» EXERCISE OBJECTIVE: Filter this material down to the lines that contain the string "edges", and return those lines.

═════ RECORDED INFORMATION

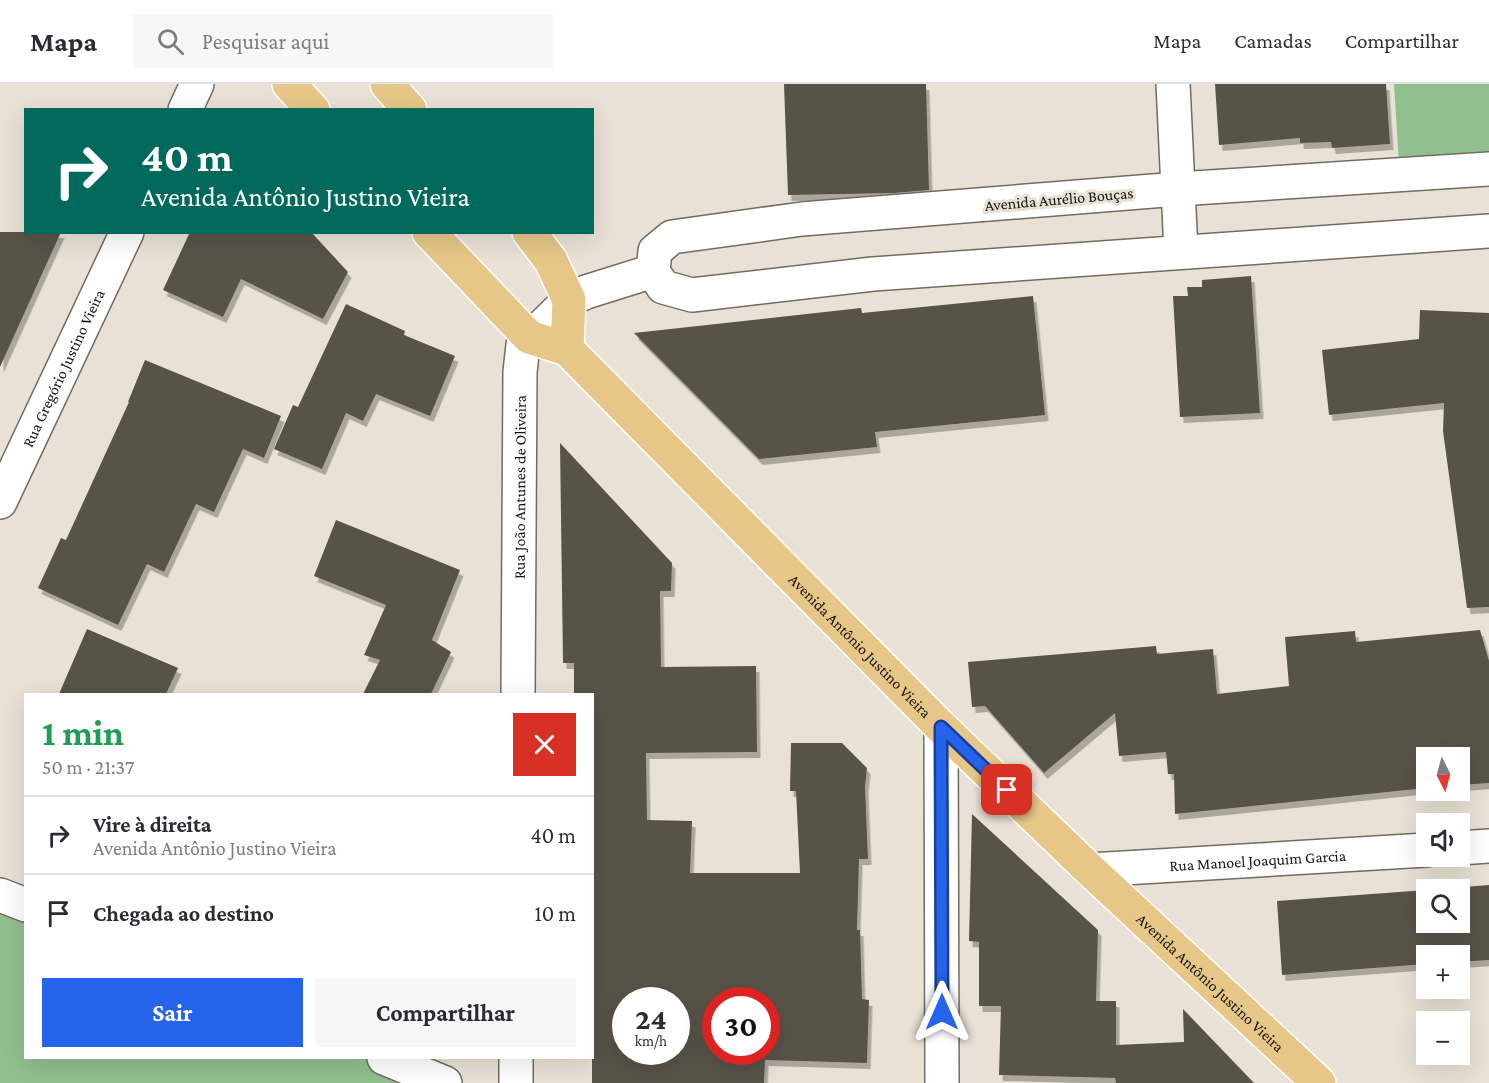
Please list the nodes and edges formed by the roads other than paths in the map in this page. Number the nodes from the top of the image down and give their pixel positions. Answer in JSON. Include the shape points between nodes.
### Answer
{"nodes":[{"id":1,"x":197,"y":84,"type":"edge"},
{"id":2,"x":289,"y":84,"type":"edge"},
{"id":3,"x":387,"y":84,"type":"edge"},
{"id":4,"x":1173,"y":84,"type":"edge"},
{"id":5,"x":186,"y":108,"type":"edge"},
{"id":6,"x":311,"y":108,"type":"edge"},
{"id":7,"x":408,"y":108,"type":"edge"},
{"id":8,"x":1489,"y":169,"type":"edge"},
{"id":9,"x":1178,"y":189,"type":"junction"},
{"id":10,"x":1489,"y":231,"type":"edge"},
{"id":11,"x":126,"y":234,"type":"edge"},
{"id":12,"x":431,"y":234,"type":"edge"},
{"id":13,"x":531,"y":234,"type":"edge"},
{"id":14,"x":1182,"y":251,"type":"junction"},
{"id":15,"x":653,"y":272,"type":"junction"},
{"id":16,"x":569,"y":300,"type":"junction"},
{"id":17,"x":529,"y":337,"type":"junction"},
{"id":18,"x":567,"y":349,"type":"junction"},
{"id":19,"x":0,"y":502,"type":"edge"},
{"id":20,"x":518,"y":693,"type":"edge"},
{"id":21,"x":941,"y":727,"type":"junction"},
{"id":22,"x":1489,"y":846,"type":"edge"},
{"id":23,"x":1470,"y":847,"type":"edge"},
{"id":24,"x":1416,"y":851,"type":"edge"},
{"id":25,"x":1090,"y":870,"type":"junction"},
{"id":26,"x":0,"y":895,"type":"edge"},
{"id":27,"x":24,"y":905,"type":"edge"},
{"id":28,"x":386,"y":1059,"type":"edge"},
{"id":29,"x":516,"y":1059,"type":"edge"},
{"id":30,"x":444,"y":1083,"type":"edge"},
{"id":31,"x":516,"y":1083,"type":"edge"},
{"id":32,"x":942,"y":1083,"type":"edge"},
{"id":33,"x":1319,"y":1083,"type":"edge"}],
"edges":[{"from":1,"to":5,"type":"street"},
{"from":2,"to":6,"type":"main road"},
{"from":3,"to":7,"type":"main road"},
{"from":4,"to":9,"type":"street"},
{"from":8,"to":9,"type":"street","name":"Avenida Aurélio Bouças"},
{"from":9,"to":14,"type":"street"},
{"from":9,"to":15,"type":"street","name":"Avenida Aurélio Bouças","via":[[802,219],[672,237],[655,251]]},
{"from":10,"to":14,"type":"street"},
{"from":11,"to":19,"type":"street","name":"Rua Gregório Justino Vieira"},
{"from":12,"to":17,"type":"main road","name":"Avenida Antônio Justino Vieira"},
{"from":13,"to":16,"type":"main road","via":[[551,261]]},
{"from":14,"to":15,"type":"street","via":[[873,274],[692,295],[663,287]]},
{"from":15,"to":16,"type":"street"},
{"from":16,"to":17,"type":"street"},
{"from":16,"to":18,"type":"main road"},
{"from":17,"to":18,"type":"main road","name":"Avenida Antônio Justino Vieira"},
{"from":17,"to":20,"type":"street","name":"Rua João Antunes de Oliveira","via":[[523,345],[520,372]]},
{"from":18,"to":21,"type":"main road","name":"Avenida Antônio Justino Vieira"},
{"from":21,"to":25,"type":"main road","name":"Avenida Antônio Justino Vieira"},
{"from":21,"to":32,"type":"street"},
{"from":22,"to":23,"type":"street"},
{"from":24,"to":25,"type":"street","name":"Rua Manoel Joaquim Garcia"},
{"from":25,"to":33,"type":"main road","name":"Avenida Antônio Justino Vieira"},
{"from":26,"to":27,"type":"street"},
{"from":28,"to":30,"type":"street"},
{"from":29,"to":31,"type":"street"}]}
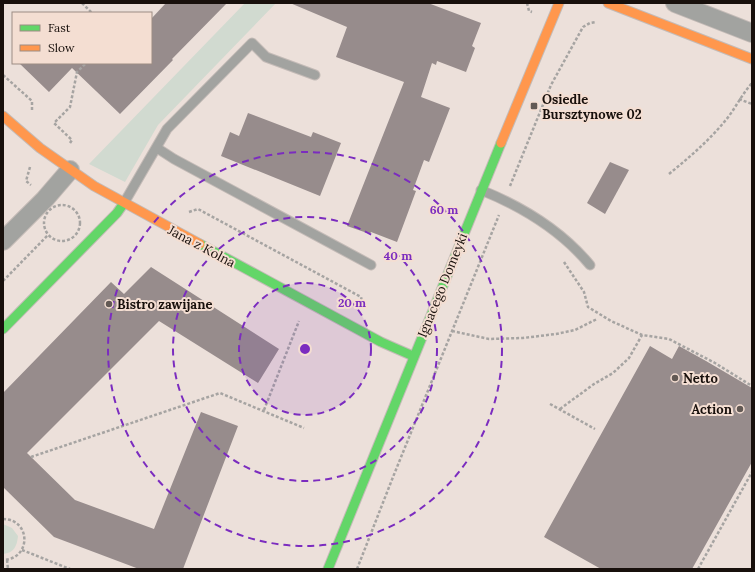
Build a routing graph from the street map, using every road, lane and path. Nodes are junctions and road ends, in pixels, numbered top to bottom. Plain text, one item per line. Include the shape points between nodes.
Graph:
1 (82, 3) edge
2 (559, 3) edge
3 (608, 3) edge
4 (675, 3) edge
5 (91, 12) edge
6 (599, 22) dead end
7 (752, 33) edge
8 (752, 58) edge
9 (85, 64) edge
10 (3, 75) edge
11 (315, 75) dead end
12 (752, 83) edge
13 (739, 99) junction
14 (752, 104) edge
15 (32, 114) dead end
16 (3, 116) edge
17 (69, 144) dead end
18 (157, 148) junction
19 (70, 170) junction
20 (669, 174) dead end
21 (481, 190) junction
22 (505, 200) junction
23 (124, 203) junction
24 (498, 216) junction
25 (505, 218) dead end
26 (48, 235) junction
27 (3, 241) edge
28 (563, 260) dead end
29 (371, 265) dead end
30 (590, 265) dead end
31 (3, 281) edge
32 (301, 315) dead end
33 (597, 319) dead end
34 (3, 329) edge
35 (452, 331) junction
36 (642, 335) junction
37 (413, 356) junction
38 (752, 386) edge
39 (550, 404) dead end
40 (560, 409) junction
41 (264, 410) junction
42 (304, 428) dead end
43 (595, 429) dead end
44 (31, 457) dead end
45 (752, 472) edge
46 (3, 519) edge
47 (22, 550) junction
48 (3, 560) edge
49 (7, 560) junction
50 (8, 569) edge
51 (70, 569) edge
52 (328, 569) edge
53 (357, 569) edge
54 (698, 569) edge

1 - 5 path
2 - 21 street, Ignacego Domeyki
3 - 8 street
4 - 7 street
6 - 22 path via 583,27 551,85
9 - 17 path via 77,72 70,107 54,123 72,140
10 - 15 path via 32,101
11 - 18 lane via 266,57 252,43 168,129
12 - 13 path
13 - 14 path
13 - 20 path via 729,116 699,149
16 - 19 street, Jana z Kolna
18 - 23 lane
18 - 29 lane
19 - 23 street, Jana z Kolna
19 - 27 street
21 - 22 lane
21 - 37 street, Ignacego Domeyki
22 - 24 path
22 - 30 lane via 535,216 580,253
23 - 34 street via 117,214
23 - 37 street, Jana z Kolna via 353,327
24 - 25 path
24 - 35 path
26 - 26 path via 59,242 77,234 81,222 76,210 65,204 48,211 43,223
26 - 31 path
28 - 36 path via 584,292 588,307
32 - 41 path
33 - 35 path via 575,330 523,338 489,339
35 - 53 path
36 - 38 path via 669,339
36 - 40 path via 629,358 613,373
37 - 52 street, Ignacego Domeyki
39 - 40 path
40 - 43 path
41 - 42 path
41 - 44 path via 220,393
45 - 54 path
46 - 47 path via 11,520 20,528 25,539
47 - 49 path
47 - 51 path
48 - 49 path
49 - 50 path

══════════

» RESULT OF THIS TASK:
Please list the nodes and edges formed by the roads other than paths in the map in this page. Number the nodes from the top of the image down and give their pixel positions. Answer in JSON. Include the shape points between nodes.
"edges":[{"from":1,"to":5,"type":"street"},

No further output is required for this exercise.